(Dataset records)
===============

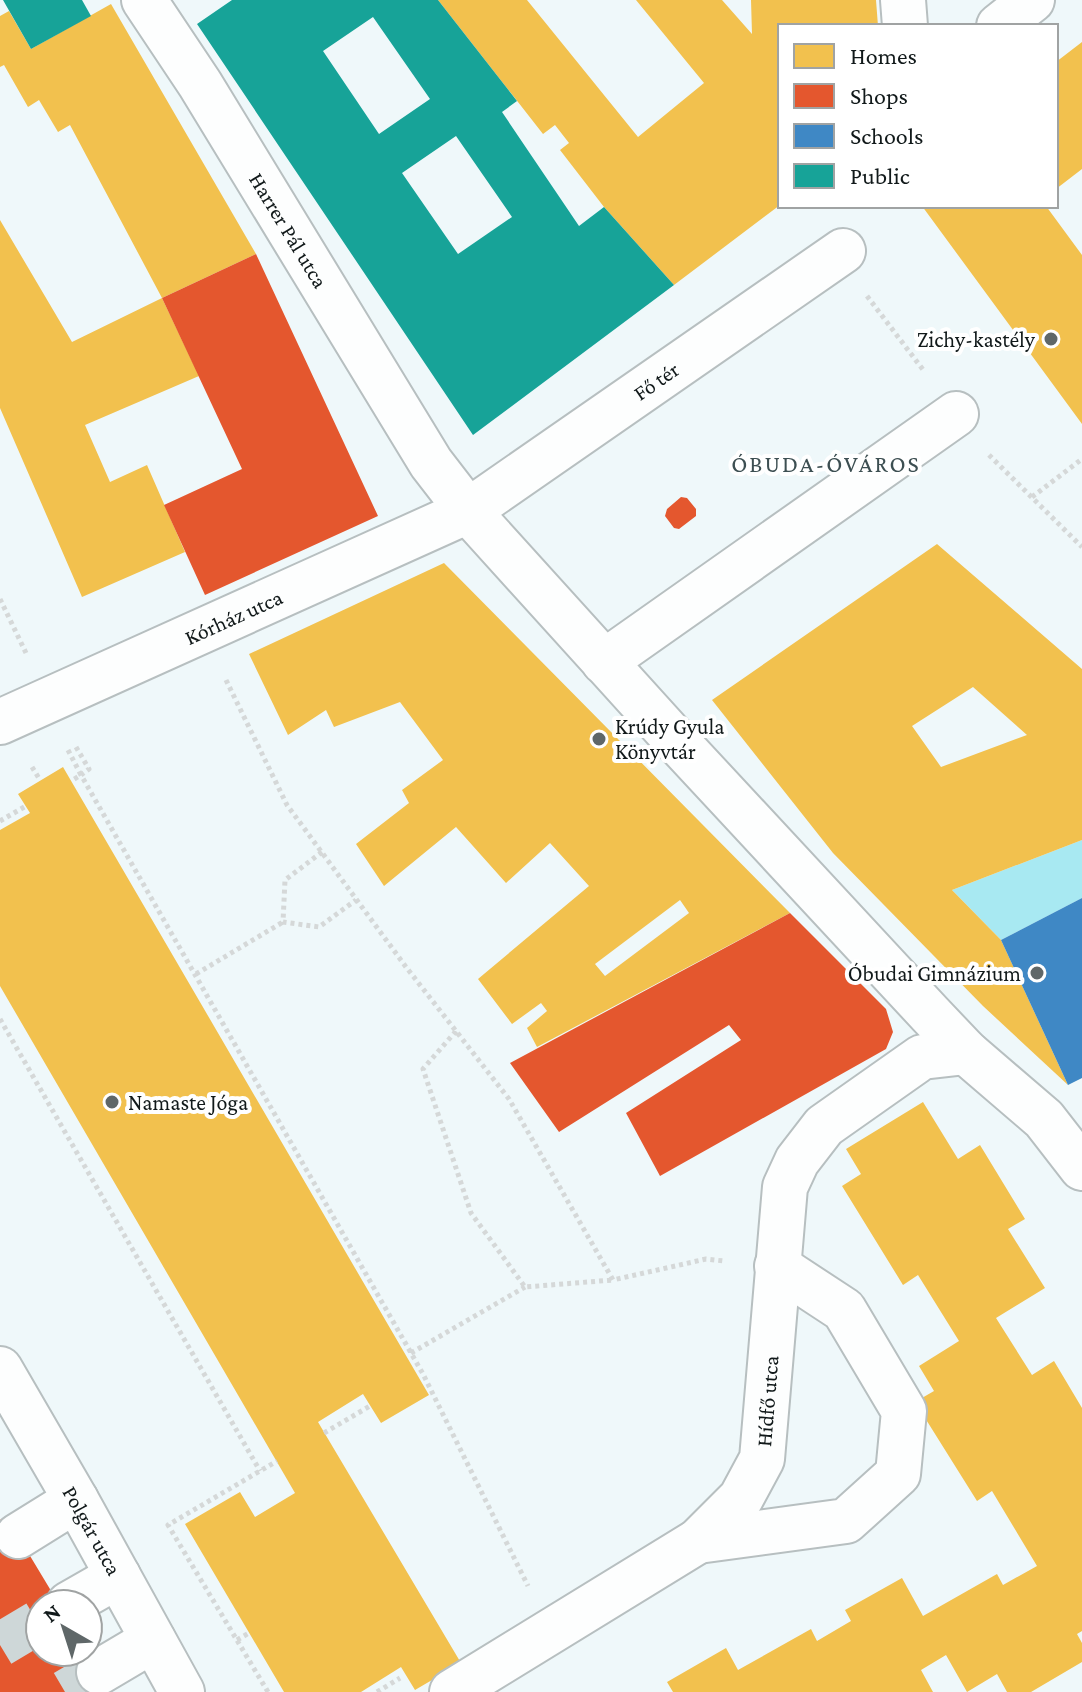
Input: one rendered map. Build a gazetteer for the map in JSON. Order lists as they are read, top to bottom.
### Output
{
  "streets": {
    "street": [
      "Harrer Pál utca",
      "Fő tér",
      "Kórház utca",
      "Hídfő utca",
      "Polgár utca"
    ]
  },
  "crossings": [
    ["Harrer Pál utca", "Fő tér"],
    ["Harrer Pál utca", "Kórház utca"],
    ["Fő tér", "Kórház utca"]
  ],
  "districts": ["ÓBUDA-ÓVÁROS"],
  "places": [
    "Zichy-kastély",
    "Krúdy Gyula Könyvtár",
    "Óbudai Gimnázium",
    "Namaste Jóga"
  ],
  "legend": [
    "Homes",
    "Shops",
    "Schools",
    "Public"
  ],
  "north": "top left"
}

===============

Your copy must match the records above exactly, apart from the pictures, which are excluded.

Input: one rendered map. Build a gazetteer for the map in JSON. Order lists as they are read, top to bottom.
### Output
{
  "streets": {
    "street": [
      "Harrer Pál utca",
      "Fő tér",
      "Kórház utca",
      "Hídfő utca",
      "Polgár utca"
    ]
  },
  "crossings": [
    ["Harrer Pál utca", "Fő tér"],
    ["Harrer Pál utca", "Kórház utca"],
    ["Fő tér", "Kórház utca"]
  ],
  "districts": ["ÓBUDA-ÓVÁROS"],
  "places": [
    "Zichy-kastély",
    "Krúdy Gyula Könyvtár",
    "Óbudai Gimnázium",
    "Namaste Jóga"
  ],
  "legend": [
    "Homes",
    "Shops",
    "Schools",
    "Public"
  ],
  "north": "top left"
}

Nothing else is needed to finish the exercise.